- [Exercise materials]:

╔══

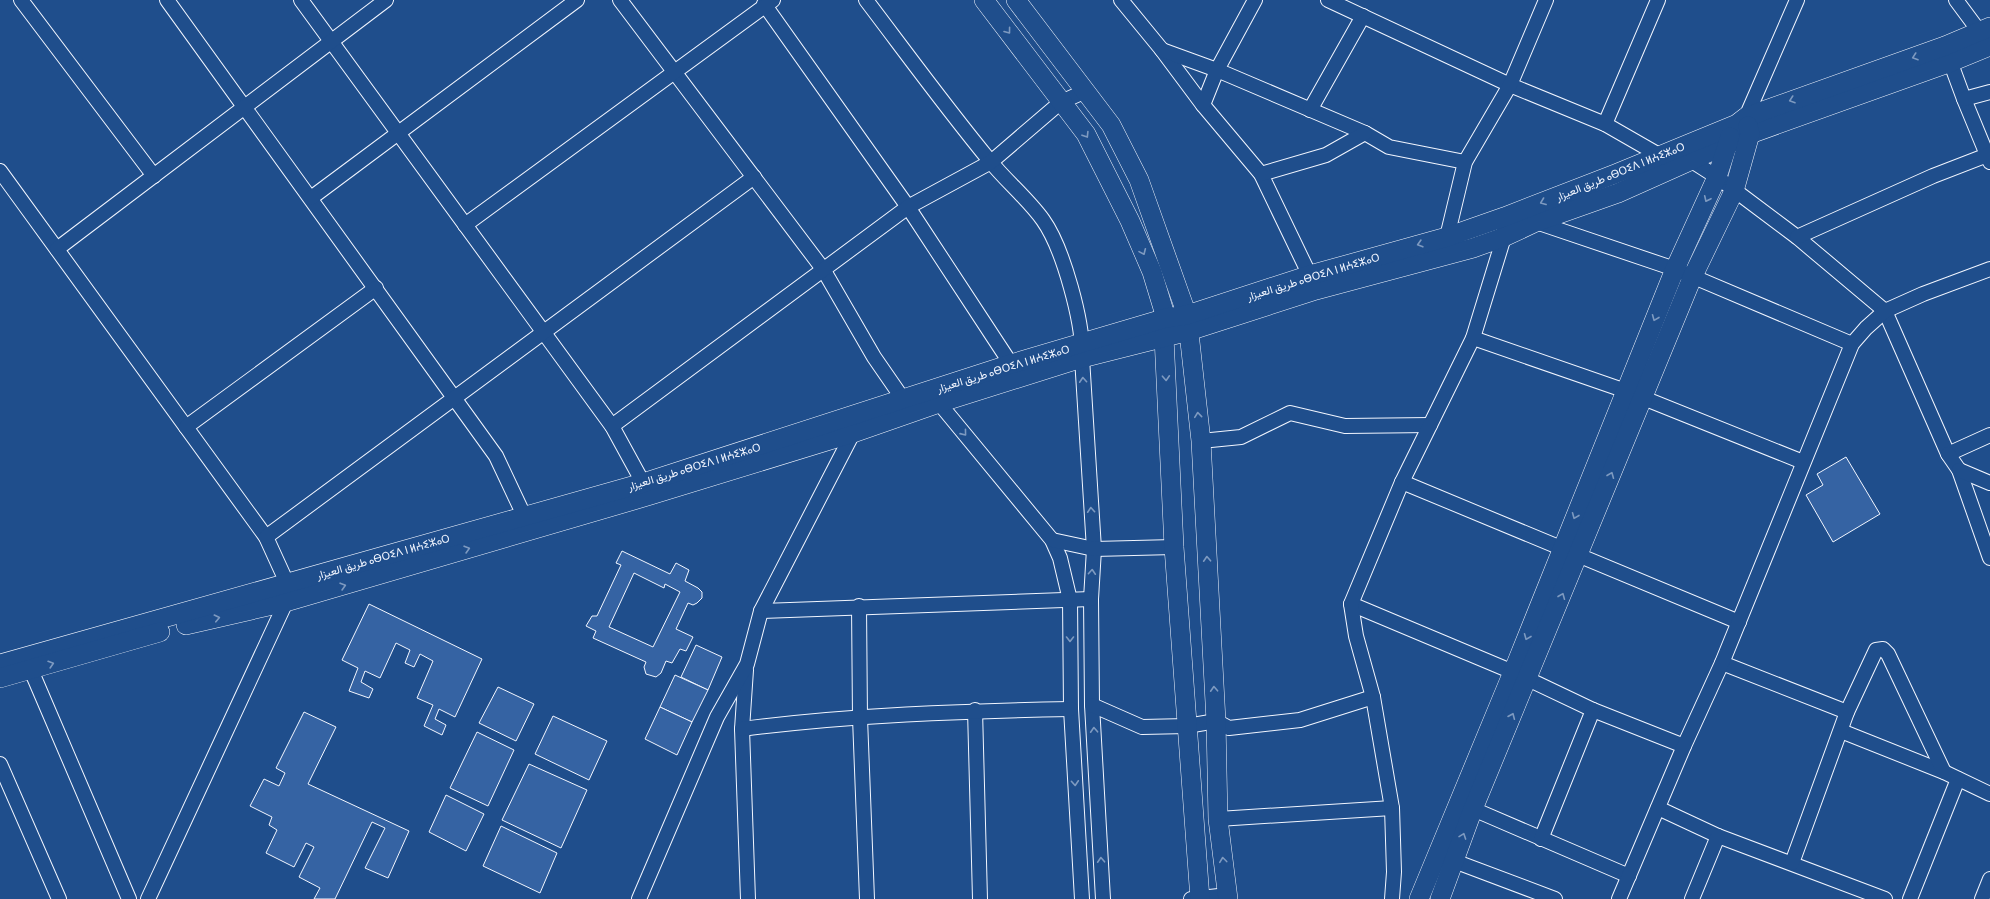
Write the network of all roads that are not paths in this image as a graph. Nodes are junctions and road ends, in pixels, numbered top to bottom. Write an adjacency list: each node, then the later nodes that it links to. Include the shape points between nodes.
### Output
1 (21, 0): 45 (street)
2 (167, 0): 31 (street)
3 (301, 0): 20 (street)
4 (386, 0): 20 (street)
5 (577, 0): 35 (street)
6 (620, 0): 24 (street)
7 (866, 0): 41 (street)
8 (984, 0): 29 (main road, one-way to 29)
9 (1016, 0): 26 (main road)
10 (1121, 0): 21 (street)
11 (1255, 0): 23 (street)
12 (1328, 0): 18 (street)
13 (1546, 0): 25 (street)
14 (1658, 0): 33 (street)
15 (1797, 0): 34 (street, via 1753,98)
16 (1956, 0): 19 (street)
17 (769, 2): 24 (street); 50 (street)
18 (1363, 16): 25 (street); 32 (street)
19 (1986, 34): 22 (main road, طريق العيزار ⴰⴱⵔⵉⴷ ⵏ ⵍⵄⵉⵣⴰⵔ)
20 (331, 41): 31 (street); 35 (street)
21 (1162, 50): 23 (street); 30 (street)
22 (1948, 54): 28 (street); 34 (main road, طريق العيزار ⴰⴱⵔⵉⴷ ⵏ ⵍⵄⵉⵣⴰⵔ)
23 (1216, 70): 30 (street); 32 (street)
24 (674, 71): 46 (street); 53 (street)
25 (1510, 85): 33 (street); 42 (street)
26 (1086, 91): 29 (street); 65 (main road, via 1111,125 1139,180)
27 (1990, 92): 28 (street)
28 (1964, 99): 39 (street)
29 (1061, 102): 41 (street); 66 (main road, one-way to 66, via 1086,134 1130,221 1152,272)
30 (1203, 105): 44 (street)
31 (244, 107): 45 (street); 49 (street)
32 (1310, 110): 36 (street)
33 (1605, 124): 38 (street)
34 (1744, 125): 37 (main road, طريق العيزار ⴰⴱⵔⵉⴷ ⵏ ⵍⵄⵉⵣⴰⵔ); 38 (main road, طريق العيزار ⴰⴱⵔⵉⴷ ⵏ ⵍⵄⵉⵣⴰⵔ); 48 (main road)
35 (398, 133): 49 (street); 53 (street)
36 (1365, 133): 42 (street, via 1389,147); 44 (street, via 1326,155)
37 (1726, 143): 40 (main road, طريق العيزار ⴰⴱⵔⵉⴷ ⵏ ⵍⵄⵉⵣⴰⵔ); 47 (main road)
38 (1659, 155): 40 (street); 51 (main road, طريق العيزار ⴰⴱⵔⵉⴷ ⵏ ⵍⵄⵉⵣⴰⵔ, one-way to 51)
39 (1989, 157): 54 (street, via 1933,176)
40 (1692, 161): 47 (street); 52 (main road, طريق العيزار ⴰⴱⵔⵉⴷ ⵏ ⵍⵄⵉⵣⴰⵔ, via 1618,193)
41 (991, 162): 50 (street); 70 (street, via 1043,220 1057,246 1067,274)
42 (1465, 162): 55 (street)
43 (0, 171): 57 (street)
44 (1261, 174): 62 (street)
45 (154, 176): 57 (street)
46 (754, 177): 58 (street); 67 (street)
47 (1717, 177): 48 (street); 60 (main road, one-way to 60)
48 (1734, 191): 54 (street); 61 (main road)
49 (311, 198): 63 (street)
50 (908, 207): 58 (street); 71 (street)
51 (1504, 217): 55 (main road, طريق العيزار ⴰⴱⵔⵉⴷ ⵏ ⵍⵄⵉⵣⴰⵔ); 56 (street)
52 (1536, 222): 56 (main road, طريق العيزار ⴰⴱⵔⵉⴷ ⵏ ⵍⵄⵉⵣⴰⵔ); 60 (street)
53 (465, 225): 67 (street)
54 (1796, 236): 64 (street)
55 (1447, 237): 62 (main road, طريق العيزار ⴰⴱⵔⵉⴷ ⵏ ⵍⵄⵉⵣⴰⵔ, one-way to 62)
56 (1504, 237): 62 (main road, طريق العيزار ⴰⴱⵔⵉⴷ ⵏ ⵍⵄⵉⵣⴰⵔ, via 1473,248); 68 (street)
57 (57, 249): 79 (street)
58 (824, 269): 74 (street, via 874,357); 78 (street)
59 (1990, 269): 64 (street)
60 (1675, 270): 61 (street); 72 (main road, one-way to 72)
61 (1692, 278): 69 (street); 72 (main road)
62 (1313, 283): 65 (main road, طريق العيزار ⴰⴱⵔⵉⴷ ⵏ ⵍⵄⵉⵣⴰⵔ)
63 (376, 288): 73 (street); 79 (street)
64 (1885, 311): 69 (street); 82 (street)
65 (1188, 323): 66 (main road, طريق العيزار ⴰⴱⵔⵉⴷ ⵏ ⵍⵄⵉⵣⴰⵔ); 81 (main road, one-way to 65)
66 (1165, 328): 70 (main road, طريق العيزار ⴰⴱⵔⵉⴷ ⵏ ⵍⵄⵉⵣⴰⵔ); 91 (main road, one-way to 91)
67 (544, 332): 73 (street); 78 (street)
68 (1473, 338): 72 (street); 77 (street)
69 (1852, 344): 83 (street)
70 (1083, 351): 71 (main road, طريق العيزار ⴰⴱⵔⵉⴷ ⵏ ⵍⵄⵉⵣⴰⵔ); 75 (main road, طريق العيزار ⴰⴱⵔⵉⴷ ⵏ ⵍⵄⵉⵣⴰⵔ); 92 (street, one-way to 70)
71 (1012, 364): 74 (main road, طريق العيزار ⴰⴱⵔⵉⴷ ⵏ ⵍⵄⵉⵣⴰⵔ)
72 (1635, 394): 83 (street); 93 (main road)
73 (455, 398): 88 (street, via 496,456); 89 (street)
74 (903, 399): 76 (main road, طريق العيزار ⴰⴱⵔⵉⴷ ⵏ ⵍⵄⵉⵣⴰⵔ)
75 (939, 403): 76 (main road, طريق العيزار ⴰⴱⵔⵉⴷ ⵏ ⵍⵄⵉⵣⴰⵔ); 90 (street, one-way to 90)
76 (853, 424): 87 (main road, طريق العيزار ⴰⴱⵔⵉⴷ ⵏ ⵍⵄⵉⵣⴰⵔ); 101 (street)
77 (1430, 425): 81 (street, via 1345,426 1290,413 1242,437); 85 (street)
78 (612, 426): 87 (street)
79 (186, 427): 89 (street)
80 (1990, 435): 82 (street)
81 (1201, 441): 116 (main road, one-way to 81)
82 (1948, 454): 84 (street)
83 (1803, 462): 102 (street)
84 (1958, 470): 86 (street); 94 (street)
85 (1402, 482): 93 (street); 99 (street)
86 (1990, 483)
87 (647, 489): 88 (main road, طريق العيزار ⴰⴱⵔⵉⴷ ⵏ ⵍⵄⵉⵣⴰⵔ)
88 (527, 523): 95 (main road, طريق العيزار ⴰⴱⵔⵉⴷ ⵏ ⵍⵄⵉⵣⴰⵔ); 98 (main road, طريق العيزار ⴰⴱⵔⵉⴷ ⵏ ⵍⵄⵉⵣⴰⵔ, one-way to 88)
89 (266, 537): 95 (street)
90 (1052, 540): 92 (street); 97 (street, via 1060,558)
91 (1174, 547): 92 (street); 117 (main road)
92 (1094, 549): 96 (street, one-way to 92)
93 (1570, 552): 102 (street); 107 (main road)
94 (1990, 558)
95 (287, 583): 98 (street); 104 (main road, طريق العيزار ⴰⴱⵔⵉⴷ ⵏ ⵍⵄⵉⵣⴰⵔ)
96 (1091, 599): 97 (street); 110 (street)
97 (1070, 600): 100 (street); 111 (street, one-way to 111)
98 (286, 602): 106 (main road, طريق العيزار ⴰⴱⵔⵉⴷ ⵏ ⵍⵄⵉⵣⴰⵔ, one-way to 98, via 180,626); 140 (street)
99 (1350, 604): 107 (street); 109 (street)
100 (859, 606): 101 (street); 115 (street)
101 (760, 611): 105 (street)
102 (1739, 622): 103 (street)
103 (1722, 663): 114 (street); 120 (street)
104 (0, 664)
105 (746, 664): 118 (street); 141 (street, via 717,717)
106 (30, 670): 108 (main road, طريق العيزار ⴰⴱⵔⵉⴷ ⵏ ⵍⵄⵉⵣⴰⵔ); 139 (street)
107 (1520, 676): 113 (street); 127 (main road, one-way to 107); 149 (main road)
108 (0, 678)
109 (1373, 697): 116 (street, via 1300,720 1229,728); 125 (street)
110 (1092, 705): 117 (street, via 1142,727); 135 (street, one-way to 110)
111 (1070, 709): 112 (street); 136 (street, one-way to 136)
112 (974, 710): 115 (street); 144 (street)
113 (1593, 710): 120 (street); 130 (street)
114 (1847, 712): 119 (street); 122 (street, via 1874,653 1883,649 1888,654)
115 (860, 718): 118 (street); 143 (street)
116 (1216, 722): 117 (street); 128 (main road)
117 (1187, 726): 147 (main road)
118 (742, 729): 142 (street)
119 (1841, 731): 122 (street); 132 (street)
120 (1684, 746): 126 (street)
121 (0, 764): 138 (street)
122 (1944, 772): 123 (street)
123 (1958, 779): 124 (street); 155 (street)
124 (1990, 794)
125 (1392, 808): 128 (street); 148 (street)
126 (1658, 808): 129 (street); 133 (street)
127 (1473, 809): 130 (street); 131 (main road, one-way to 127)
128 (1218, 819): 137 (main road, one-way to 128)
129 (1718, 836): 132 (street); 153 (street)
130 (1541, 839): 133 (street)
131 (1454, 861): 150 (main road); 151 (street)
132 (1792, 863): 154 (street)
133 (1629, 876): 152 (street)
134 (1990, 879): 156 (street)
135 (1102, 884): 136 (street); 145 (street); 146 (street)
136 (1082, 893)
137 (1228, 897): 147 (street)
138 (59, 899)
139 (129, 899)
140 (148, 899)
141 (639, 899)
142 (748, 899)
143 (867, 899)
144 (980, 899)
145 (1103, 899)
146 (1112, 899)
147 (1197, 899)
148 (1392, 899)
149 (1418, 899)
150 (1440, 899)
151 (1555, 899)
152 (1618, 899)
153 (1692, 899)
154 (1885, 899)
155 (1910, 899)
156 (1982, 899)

╚══
╔══

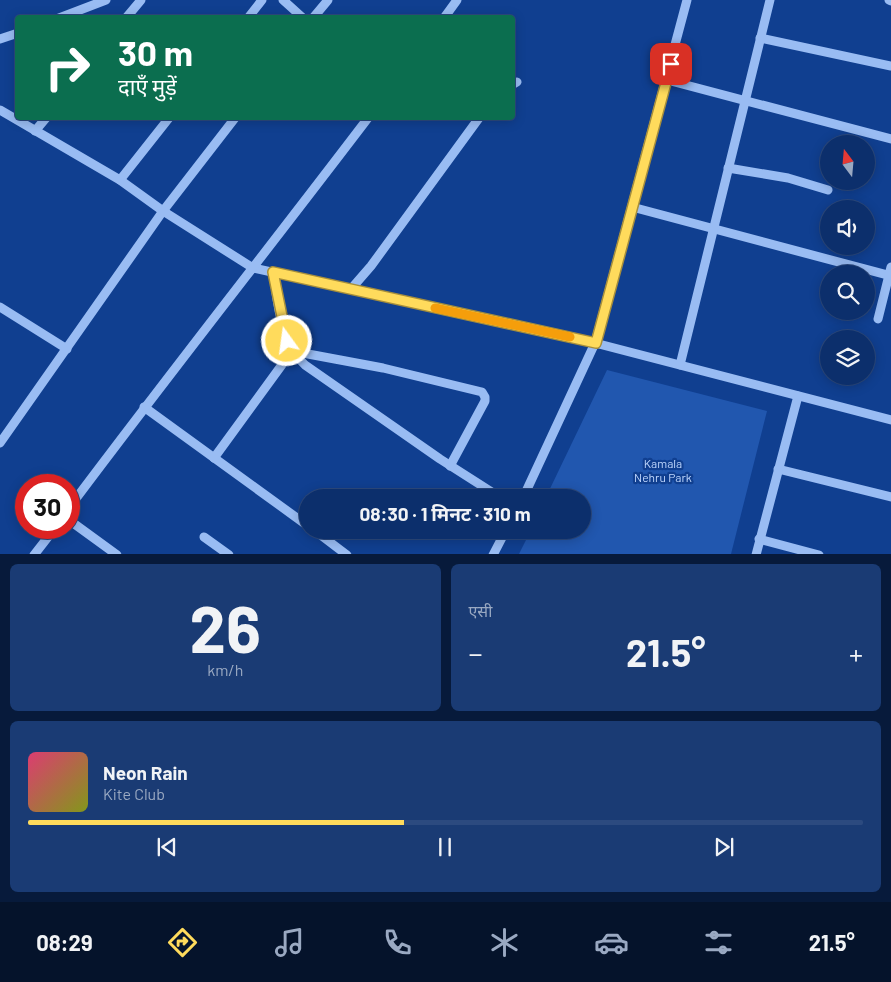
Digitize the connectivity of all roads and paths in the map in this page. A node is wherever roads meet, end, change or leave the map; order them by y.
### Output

╚══
╔══

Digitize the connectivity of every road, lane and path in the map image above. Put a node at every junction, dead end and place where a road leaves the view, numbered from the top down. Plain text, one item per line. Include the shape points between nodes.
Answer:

╚══

- [The task]:
Looking at the data above, say how many lines contain "image", and give no other words.

- [Expected output]:
2